The Treasury's advice that the best price from the part-sale of Genesis Energy would not be achieved if it was sold too quickly because of the oversupply of power company shares on the market was never going to hold much sway with the Government. Politically, it needs to end the asset sales process as quickly as possible, hopefully making it a fading memory by the time of the general election.
Thus, the Genesis offer will open in the second half of next month and the shares will list in mid-April. The terms of the offer announced so far effectively acknowledge, however, that on grounds other than the political, the timing is far from ideal.
Genesis was always going to be a more difficult sale prospect than either Mighty River Power or Meridian.
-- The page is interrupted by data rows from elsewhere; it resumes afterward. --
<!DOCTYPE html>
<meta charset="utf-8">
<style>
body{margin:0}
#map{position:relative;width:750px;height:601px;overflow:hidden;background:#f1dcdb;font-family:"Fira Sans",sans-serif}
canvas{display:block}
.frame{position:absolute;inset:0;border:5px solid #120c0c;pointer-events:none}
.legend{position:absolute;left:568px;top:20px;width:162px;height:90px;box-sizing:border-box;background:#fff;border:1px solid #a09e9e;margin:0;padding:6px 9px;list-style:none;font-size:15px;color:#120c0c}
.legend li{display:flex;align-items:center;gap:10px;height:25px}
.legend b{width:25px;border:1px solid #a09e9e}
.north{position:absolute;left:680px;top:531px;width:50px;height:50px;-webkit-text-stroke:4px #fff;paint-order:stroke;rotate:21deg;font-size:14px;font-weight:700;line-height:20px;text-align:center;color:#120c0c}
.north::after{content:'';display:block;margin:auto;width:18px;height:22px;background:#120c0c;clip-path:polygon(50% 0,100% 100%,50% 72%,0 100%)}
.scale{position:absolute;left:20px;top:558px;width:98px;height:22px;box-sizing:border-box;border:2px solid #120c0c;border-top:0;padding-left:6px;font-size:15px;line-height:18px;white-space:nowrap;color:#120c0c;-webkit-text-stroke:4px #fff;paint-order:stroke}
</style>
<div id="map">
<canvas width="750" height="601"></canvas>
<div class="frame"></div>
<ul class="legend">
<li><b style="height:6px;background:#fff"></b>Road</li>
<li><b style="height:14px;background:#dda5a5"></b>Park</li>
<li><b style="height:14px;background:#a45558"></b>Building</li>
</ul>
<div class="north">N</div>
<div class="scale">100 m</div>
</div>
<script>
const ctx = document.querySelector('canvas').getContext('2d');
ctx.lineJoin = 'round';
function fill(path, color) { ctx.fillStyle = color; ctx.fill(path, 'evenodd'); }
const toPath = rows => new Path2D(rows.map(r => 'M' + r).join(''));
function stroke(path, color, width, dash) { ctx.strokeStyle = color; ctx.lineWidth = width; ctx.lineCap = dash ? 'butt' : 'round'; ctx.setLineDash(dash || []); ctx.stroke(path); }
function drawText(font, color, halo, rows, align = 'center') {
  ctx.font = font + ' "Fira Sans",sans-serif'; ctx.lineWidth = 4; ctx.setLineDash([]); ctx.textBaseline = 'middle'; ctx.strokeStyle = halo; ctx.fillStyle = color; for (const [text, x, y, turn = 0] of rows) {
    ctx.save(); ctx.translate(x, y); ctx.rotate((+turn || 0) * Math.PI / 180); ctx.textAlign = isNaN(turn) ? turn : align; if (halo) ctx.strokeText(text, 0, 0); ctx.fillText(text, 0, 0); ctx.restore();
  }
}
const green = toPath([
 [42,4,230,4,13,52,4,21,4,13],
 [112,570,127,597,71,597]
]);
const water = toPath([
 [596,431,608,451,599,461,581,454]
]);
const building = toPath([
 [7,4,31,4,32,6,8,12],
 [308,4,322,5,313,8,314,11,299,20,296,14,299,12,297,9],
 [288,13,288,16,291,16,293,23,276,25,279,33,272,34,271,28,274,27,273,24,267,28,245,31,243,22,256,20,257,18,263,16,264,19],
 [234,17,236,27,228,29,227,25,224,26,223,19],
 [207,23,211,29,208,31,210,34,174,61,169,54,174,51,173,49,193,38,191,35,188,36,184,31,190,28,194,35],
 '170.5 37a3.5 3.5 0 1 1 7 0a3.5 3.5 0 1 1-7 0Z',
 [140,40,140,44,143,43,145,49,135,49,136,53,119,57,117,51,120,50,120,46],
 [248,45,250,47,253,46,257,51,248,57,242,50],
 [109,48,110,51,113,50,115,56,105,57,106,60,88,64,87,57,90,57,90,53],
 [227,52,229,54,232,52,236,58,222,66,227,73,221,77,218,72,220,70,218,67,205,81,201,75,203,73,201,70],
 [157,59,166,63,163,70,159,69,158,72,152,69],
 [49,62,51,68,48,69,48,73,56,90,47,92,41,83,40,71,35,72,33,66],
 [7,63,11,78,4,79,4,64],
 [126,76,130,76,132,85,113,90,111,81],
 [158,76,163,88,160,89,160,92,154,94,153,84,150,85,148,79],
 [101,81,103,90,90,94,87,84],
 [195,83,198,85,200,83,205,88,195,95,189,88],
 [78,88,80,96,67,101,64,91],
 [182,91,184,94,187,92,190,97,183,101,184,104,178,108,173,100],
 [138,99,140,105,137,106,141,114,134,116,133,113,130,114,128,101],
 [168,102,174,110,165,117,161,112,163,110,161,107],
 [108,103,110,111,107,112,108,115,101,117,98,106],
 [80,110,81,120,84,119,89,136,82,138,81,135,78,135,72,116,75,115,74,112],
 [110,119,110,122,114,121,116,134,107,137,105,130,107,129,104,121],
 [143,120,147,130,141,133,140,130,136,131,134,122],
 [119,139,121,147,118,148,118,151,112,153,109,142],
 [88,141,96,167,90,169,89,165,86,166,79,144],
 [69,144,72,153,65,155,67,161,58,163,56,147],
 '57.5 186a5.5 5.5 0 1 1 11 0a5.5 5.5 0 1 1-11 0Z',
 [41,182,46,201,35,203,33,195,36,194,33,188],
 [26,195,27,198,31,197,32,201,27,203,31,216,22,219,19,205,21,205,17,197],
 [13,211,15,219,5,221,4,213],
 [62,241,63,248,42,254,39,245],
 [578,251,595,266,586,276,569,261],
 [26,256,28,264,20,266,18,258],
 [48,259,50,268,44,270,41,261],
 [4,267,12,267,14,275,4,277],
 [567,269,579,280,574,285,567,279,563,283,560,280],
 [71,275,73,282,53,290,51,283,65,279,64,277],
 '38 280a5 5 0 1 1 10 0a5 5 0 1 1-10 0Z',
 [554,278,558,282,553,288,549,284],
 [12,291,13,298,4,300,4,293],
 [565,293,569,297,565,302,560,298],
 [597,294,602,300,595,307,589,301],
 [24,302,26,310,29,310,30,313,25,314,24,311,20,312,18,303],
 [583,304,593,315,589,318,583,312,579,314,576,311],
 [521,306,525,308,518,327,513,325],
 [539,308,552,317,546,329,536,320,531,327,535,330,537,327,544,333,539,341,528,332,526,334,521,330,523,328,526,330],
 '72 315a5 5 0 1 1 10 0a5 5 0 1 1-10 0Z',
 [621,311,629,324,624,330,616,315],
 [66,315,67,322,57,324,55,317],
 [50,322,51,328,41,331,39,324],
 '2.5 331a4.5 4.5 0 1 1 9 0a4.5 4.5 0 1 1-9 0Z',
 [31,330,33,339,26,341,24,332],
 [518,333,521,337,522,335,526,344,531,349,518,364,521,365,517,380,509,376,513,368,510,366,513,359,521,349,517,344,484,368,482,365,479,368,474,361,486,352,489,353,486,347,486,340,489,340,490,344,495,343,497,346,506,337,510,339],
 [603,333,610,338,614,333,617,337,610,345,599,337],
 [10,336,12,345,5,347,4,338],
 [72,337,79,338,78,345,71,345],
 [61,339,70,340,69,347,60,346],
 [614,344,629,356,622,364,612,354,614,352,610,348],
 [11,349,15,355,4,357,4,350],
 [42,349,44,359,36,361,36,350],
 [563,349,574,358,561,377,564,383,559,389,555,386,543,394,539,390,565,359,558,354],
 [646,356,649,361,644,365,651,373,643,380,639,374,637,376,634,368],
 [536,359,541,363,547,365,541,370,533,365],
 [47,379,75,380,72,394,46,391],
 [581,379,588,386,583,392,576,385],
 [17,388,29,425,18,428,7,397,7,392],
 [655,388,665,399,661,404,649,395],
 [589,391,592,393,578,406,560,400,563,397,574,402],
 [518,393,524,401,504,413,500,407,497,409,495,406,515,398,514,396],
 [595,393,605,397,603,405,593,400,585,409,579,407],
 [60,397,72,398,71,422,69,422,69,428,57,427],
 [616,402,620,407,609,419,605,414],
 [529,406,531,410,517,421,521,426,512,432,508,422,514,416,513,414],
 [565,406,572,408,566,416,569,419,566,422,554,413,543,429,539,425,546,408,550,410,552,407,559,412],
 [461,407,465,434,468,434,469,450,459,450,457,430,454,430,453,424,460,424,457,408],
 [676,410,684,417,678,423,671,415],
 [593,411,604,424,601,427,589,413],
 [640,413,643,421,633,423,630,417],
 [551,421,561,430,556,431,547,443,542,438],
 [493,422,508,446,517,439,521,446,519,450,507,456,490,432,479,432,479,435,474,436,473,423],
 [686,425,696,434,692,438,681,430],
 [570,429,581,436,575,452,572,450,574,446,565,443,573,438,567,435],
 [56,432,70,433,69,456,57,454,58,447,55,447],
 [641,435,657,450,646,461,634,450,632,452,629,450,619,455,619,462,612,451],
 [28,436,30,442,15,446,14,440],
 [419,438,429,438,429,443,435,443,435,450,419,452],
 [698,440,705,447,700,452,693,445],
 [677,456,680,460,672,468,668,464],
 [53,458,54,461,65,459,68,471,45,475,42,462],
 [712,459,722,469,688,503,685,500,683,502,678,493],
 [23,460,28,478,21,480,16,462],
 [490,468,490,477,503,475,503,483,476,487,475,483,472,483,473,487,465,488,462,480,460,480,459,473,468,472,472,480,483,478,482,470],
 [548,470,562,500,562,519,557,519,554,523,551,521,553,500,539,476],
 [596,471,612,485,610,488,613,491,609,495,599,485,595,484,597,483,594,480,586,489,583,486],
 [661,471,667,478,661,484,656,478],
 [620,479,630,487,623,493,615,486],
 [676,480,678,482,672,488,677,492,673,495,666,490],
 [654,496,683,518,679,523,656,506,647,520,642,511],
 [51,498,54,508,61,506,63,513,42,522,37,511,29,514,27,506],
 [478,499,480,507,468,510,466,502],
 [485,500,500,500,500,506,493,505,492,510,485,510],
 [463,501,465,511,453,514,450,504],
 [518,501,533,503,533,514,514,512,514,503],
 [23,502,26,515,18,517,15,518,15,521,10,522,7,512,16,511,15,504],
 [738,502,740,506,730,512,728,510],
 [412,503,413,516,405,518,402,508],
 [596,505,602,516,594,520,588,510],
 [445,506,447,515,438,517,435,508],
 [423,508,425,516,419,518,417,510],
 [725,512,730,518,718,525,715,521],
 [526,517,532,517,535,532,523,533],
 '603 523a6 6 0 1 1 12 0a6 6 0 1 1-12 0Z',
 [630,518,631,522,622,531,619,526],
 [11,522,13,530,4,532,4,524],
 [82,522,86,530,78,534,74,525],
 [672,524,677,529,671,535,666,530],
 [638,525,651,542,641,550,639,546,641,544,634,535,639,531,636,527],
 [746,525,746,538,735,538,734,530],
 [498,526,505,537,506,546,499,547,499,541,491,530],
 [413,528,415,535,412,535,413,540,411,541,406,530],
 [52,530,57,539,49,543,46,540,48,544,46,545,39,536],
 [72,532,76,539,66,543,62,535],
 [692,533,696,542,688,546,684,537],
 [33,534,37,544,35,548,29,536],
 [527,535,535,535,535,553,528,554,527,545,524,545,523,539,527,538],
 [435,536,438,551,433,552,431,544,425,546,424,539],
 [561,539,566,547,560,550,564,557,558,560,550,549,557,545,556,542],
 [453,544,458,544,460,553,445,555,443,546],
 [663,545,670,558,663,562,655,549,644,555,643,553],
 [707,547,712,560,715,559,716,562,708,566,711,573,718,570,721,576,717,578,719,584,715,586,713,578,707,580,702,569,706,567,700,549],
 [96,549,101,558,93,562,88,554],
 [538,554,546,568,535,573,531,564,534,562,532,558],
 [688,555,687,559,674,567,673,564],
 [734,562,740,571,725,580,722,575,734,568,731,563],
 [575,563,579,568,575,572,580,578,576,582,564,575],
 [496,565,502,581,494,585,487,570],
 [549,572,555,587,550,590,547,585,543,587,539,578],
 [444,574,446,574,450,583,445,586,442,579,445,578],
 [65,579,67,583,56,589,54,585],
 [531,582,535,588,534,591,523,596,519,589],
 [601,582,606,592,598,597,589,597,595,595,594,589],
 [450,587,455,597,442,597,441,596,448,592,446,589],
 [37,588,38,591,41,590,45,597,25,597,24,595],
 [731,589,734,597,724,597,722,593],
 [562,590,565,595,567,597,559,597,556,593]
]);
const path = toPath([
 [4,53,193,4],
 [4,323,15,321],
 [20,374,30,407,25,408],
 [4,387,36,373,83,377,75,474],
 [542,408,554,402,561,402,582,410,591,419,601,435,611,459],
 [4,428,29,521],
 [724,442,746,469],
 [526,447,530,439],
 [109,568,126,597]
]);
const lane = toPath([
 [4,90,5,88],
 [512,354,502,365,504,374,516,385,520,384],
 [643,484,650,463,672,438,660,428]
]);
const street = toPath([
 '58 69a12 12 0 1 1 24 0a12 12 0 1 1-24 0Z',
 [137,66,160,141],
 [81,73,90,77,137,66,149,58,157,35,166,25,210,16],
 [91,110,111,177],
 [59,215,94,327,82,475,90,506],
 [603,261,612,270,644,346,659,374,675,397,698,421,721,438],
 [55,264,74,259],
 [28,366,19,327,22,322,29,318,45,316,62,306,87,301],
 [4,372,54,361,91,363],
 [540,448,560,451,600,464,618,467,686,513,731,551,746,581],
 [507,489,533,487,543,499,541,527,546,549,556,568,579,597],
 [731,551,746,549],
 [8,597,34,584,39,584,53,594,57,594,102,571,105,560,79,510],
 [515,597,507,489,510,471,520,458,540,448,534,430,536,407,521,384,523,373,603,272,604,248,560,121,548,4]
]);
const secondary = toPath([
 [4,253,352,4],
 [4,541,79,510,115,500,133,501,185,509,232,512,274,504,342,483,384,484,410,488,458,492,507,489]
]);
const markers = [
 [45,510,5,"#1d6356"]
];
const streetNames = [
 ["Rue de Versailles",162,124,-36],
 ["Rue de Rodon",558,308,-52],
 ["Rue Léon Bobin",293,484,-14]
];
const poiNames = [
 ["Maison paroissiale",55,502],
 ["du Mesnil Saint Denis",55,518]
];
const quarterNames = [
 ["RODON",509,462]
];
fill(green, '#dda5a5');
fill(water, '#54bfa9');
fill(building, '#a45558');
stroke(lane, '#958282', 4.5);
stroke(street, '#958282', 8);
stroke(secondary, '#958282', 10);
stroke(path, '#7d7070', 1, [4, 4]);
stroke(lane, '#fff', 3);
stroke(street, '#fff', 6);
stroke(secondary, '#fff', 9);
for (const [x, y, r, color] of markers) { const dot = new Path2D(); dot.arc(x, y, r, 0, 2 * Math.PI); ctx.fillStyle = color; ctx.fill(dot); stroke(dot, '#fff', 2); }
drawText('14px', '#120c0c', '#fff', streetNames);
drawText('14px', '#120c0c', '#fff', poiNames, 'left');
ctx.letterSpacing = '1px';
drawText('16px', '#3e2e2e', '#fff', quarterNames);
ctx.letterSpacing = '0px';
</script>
Particularly unattractive is the fact that one of its major assets is the ageing gas and coal Huntly Power Station. It has also just unveiled a 72 per cent slump in first-half net profit. These factors, allied to the market oversupply, mean Genesis requires especially attractive sales terms. The Government has gone to considerable lengths to find a structure that appears in large measure to achieve that.
It will use a front-end book build process that will see the share price revealed to mum and dad investors at the start of the offer, not at the end as with Mighty River and Meridian. Institutional investors and brokers will bid for shares, setting the price. That process is designed to create competitive tension, with the outcome more favourable to buyers than the seller. Mums and dads will understand exactly what they are getting.
The Government can, justifiably, be criticised for using three different structures in the three part-floats. That smacks of learning on the run.